[Collected data]
=== Begin Enclosure ===

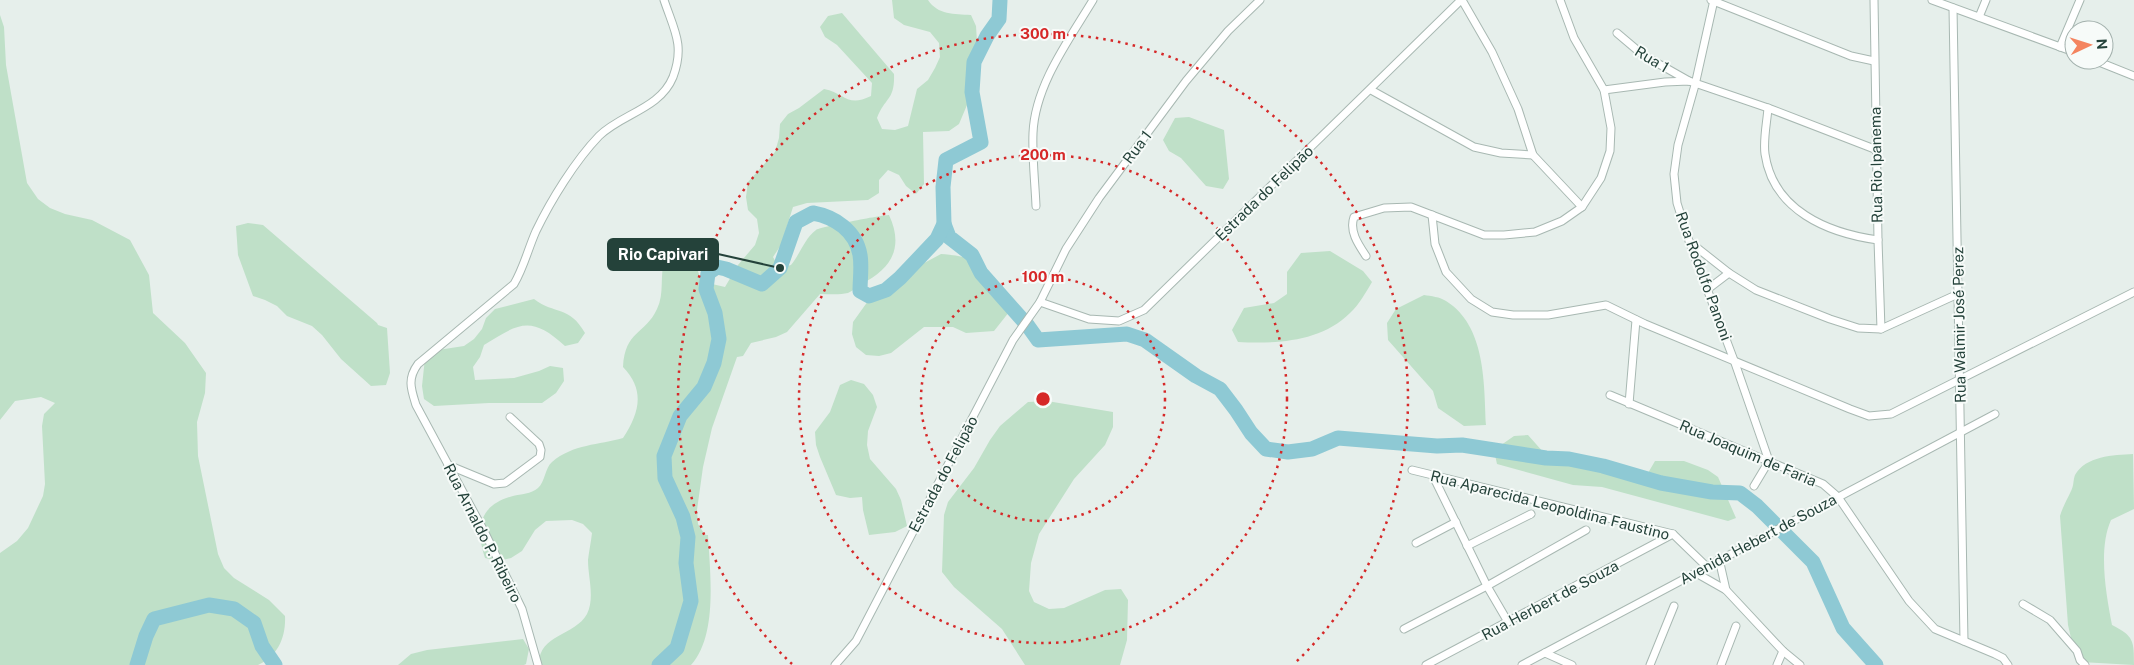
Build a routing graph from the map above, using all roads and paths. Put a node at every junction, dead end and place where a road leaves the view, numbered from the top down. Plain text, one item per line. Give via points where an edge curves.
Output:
1 (664, 0) edge
2 (1093, 0) edge
3 (1260, 0) edge
4 (1461, 0) edge
5 (1560, 0) edge
6 (1713, 0) edge
7 (1874, 0) edge
8 (1932, 0) edge
9 (1986, 0) edge
10 (2080, 0) edge
11 (1953, 8) junction
12 (1979, 17) junction
13 (1617, 33) dead end
14 (2060, 47) junction
15 (2064, 48) edge
16 (1874, 61) junction
17 (2114, 68) edge
18 (2134, 76) edge
19 (1692, 83) junction
20 (1371, 90) junction
21 (1604, 90) junction
22 (1768, 108) junction
23 (1877, 150) junction
24 (1533, 155) junction
25 (1036, 206) dead end
26 (1582, 207) junction
27 (1432, 215) junction
28 (1878, 240) junction
29 (1690, 242) junction
30 (1366, 256) dead end
31 (1729, 273) junction
32 (1708, 289) junction
33 (2134, 292) edge
34 (1958, 294) junction
35 (1040, 302) junction
36 (1036, 310) joint
37 (1636, 320) junction
38 (1881, 330) junction
39 (1735, 363) junction
40 (1961, 381) junction
41 (1610, 395) dead end
42 (1629, 404) junction
43 (1995, 414) dead end
44 (510, 417) dead end
45 (1962, 430) junction
46 (1769, 461) junction
47 (448, 466) junction
48 (1412, 470) dead end
49 (1433, 476) junction
50 (1754, 486) dead end
51 (1838, 497) junction
52 (1531, 514) dead end
53 (1456, 522) junction
54 (1586, 530) dead end
55 (1673, 534) junction
56 (1416, 543) dead end
57 (1467, 546) junction
58 (1719, 559) junction
59 (1706, 566) junction
60 (1696, 573) junction
61 (1487, 586) junction
62 (1726, 590) junction
63 (2023, 604) dead end
64 (1674, 606) dead end
65 (1508, 622) junction
66 (1736, 626) dead end
67 (1404, 629) dead end
68 (1964, 641) junction
69 (1783, 651) junction
70 (1545, 652) junction
71 (538, 665) edge
72 (835, 665) edge
73 (1426, 665) edge
74 (1522, 665) edge
75 (1572, 665) edge
76 (1650, 665) edge
77 (1721, 665) edge
78 (1777, 665) edge
79 (1800, 665) edge
80 (2008, 665) edge
81 (2085, 665) edge

1 - 47 street, Rua Arnaldo P. Ribeiro via 679,44 672,80 661,95 600,135 553,200 514,284 411,373 410,387 416,405
2 - 25 street via 1042,92 1033,131
3 - 35 street, Rua 1 via 1228,31 1186,81 1099,198 1066,249
4 - 20 street, Estrada do Felipão
4 - 24 street via 1492,52 1518,109
5 - 21 street via 1574,38
6 - 16 street via 1851,56
6 - 19 street, Rua Rodolfo Panoni
7 - 16 street, Rua Rio Ipanema
8 - 11 street
9 - 12 street
10 - 14 street
11 - 12 street
11 - 34 street, Rua Walmir José Perez
12 - 14 street
13 - 19 street, Rua 1 via 1643,55
14 - 15 street
16 - 23 street, Rua Rio Ipanema
17 - 18 street
19 - 21 street via 1665,82
19 - 22 street
19 - 29 street, Rua Rodolfo Panoni via 1674,174 1677,203
20 - 24 street via 1474,147
20 - 35 street, Estrada do Felipão via 1144,310 1119,321 1089,319
21 - 26 street via 1611,128 1610,151 1601,178
22 - 23 street
22 - 28 street via 1764,152 1770,178 1782,197 1810,218 1835,231
23 - 28 street, Rua Rio Ipanema
24 - 26 street
26 - 27 street via 1562,221 1535,232 1504,235 1484,235
27 - 30 street via 1411,208 1384,208 1354,218 1351,225
27 - 37 street via 1435,244 1446,272 1471,299 1492,312 1548,315 1606,305
28 - 38 street, Rua Rio Ipanema
29 - 31 street
29 - 32 street, Rua Rodolfo Panoni
31 - 32 street
31 - 38 street via 1756,290 1830,319 1858,328
32 - 39 street, Rua Rodolfo Panoni
33 - 40 street
34 - 38 street
34 - 40 street, Rua Walmir José Perez
35 - 36 street, Rua 1
36 - 72 street, Estrada do Felipão via 1013,340 856,641
37 - 39 street
37 - 42 street
39 - 40 street via 1869,416 1891,414
39 - 46 street, Rua Rodolfo Panoni
40 - 45 street, Rua Walmir José Perez
41 - 42 street, Rua Joaquim de Faria
42 - 46 street, Rua Joaquim de Faria
43 - 45 street, Avenida Hebert de Souza
44 - 47 street via 538,444 540,457 499,485
45 - 51 street, Avenida Hebert de Souza
45 - 68 street, Rua Walmir José Perez
46 - 50 street
46 - 51 street, Rua Joaquim de Faria via 1823,484
47 - 71 street, Rua Arnaldo P. Ribeiro via 522,609
48 - 49 street, Rua Aparecida Leopoldina Faustino
49 - 53 street
49 - 55 street, Rua Aparecida Leopoldina Faustino
51 - 58 street, Avenida Hebert de Souza
51 - 68 street, Rua Joaquim de Faria via 1909,601 1934,629
52 - 57 street
53 - 56 street
53 - 57 street
54 - 61 street
55 - 59 street, Rua Aparecida Leopoldina Faustino
55 - 65 street, Rua Herbert de Souza
57 - 61 street
58 - 59 street, Avenida Hebert de Souza
58 - 62 street
59 - 60 street, Avenida Hebert de Souza
60 - 62 street
60 - 70 street, Avenida Hebert de Souza
61 - 65 street
61 - 67 street
62 - 69 street
63 - 81 street via 2050,620
64 - 76 street
65 - 73 street, Rua Herbert de Souza
66 - 77 street
68 - 80 street, Rua Joaquim de Faria via 2003,658
69 - 78 street
69 - 79 street
70 - 74 street, Avenida Hebert de Souza
70 - 75 street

=== End Enclosure ===

* Problem description *
The expected output is every record above, copied exactly, without pictures.

* Task result *
Build a routing graph from the map above, using all roads and paths. Put a node at every junction, dead end and place where a road leaves the view, numbered from the top down. Plain text, one item per line. Give via points where an edge curves.
Output:
1 (664, 0) edge
2 (1093, 0) edge
3 (1260, 0) edge
4 (1461, 0) edge
5 (1560, 0) edge
6 (1713, 0) edge
7 (1874, 0) edge
8 (1932, 0) edge
9 (1986, 0) edge
10 (2080, 0) edge
11 (1953, 8) junction
12 (1979, 17) junction
13 (1617, 33) dead end
14 (2060, 47) junction
15 (2064, 48) edge
16 (1874, 61) junction
17 (2114, 68) edge
18 (2134, 76) edge
19 (1692, 83) junction
20 (1371, 90) junction
21 (1604, 90) junction
22 (1768, 108) junction
23 (1877, 150) junction
24 (1533, 155) junction
25 (1036, 206) dead end
26 (1582, 207) junction
27 (1432, 215) junction
28 (1878, 240) junction
29 (1690, 242) junction
30 (1366, 256) dead end
31 (1729, 273) junction
32 (1708, 289) junction
33 (2134, 292) edge
34 (1958, 294) junction
35 (1040, 302) junction
36 (1036, 310) joint
37 (1636, 320) junction
38 (1881, 330) junction
39 (1735, 363) junction
40 (1961, 381) junction
41 (1610, 395) dead end
42 (1629, 404) junction
43 (1995, 414) dead end
44 (510, 417) dead end
45 (1962, 430) junction
46 (1769, 461) junction
47 (448, 466) junction
48 (1412, 470) dead end
49 (1433, 476) junction
50 (1754, 486) dead end
51 (1838, 497) junction
52 (1531, 514) dead end
53 (1456, 522) junction
54 (1586, 530) dead end
55 (1673, 534) junction
56 (1416, 543) dead end
57 (1467, 546) junction
58 (1719, 559) junction
59 (1706, 566) junction
60 (1696, 573) junction
61 (1487, 586) junction
62 (1726, 590) junction
63 (2023, 604) dead end
64 (1674, 606) dead end
65 (1508, 622) junction
66 (1736, 626) dead end
67 (1404, 629) dead end
68 (1964, 641) junction
69 (1783, 651) junction
70 (1545, 652) junction
71 (538, 665) edge
72 (835, 665) edge
73 (1426, 665) edge
74 (1522, 665) edge
75 (1572, 665) edge
76 (1650, 665) edge
77 (1721, 665) edge
78 (1777, 665) edge
79 (1800, 665) edge
80 (2008, 665) edge
81 (2085, 665) edge

1 - 47 street, Rua Arnaldo P. Ribeiro via 679,44 672,80 661,95 600,135 553,200 514,284 411,373 410,387 416,405
2 - 25 street via 1042,92 1033,131
3 - 35 street, Rua 1 via 1228,31 1186,81 1099,198 1066,249
4 - 20 street, Estrada do Felipão
4 - 24 street via 1492,52 1518,109
5 - 21 street via 1574,38
6 - 16 street via 1851,56
6 - 19 street, Rua Rodolfo Panoni
7 - 16 street, Rua Rio Ipanema
8 - 11 street
9 - 12 street
10 - 14 street
11 - 12 street
11 - 34 street, Rua Walmir José Perez
12 - 14 street
13 - 19 street, Rua 1 via 1643,55
14 - 15 street
16 - 23 street, Rua Rio Ipanema
17 - 18 street
19 - 21 street via 1665,82
19 - 22 street
19 - 29 street, Rua Rodolfo Panoni via 1674,174 1677,203
20 - 24 street via 1474,147
20 - 35 street, Estrada do Felipão via 1144,310 1119,321 1089,319
21 - 26 street via 1611,128 1610,151 1601,178
22 - 23 street
22 - 28 street via 1764,152 1770,178 1782,197 1810,218 1835,231
23 - 28 street, Rua Rio Ipanema
24 - 26 street
26 - 27 street via 1562,221 1535,232 1504,235 1484,235
27 - 30 street via 1411,208 1384,208 1354,218 1351,225
27 - 37 street via 1435,244 1446,272 1471,299 1492,312 1548,315 1606,305
28 - 38 street, Rua Rio Ipanema
29 - 31 street
29 - 32 street, Rua Rodolfo Panoni
31 - 32 street
31 - 38 street via 1756,290 1830,319 1858,328
32 - 39 street, Rua Rodolfo Panoni
33 - 40 street
34 - 38 street
34 - 40 street, Rua Walmir José Perez
35 - 36 street, Rua 1
36 - 72 street, Estrada do Felipão via 1013,340 856,641
37 - 39 street
37 - 42 street
39 - 40 street via 1869,416 1891,414
39 - 46 street, Rua Rodolfo Panoni
40 - 45 street, Rua Walmir José Perez
41 - 42 street, Rua Joaquim de Faria
42 - 46 street, Rua Joaquim de Faria
43 - 45 street, Avenida Hebert de Souza
44 - 47 street via 538,444 540,457 499,485
45 - 51 street, Avenida Hebert de Souza
45 - 68 street, Rua Walmir José Perez
46 - 50 street
46 - 51 street, Rua Joaquim de Faria via 1823,484
47 - 71 street, Rua Arnaldo P. Ribeiro via 522,609
48 - 49 street, Rua Aparecida Leopoldina Faustino
49 - 53 street
49 - 55 street, Rua Aparecida Leopoldina Faustino
51 - 58 street, Avenida Hebert de Souza
51 - 68 street, Rua Joaquim de Faria via 1909,601 1934,629
52 - 57 street
53 - 56 street
53 - 57 street
54 - 61 street
55 - 59 street, Rua Aparecida Leopoldina Faustino
55 - 65 street, Rua Herbert de Souza
57 - 61 street
58 - 59 street, Avenida Hebert de Souza
58 - 62 street
59 - 60 street, Avenida Hebert de Souza
60 - 62 street
60 - 70 street, Avenida Hebert de Souza
61 - 65 street
61 - 67 street
62 - 69 street
63 - 81 street via 2050,620
64 - 76 street
65 - 73 street, Rua Herbert de Souza
66 - 77 street
68 - 80 street, Rua Joaquim de Faria via 2003,658
69 - 78 street
69 - 79 street
70 - 74 street, Avenida Hebert de Souza
70 - 75 street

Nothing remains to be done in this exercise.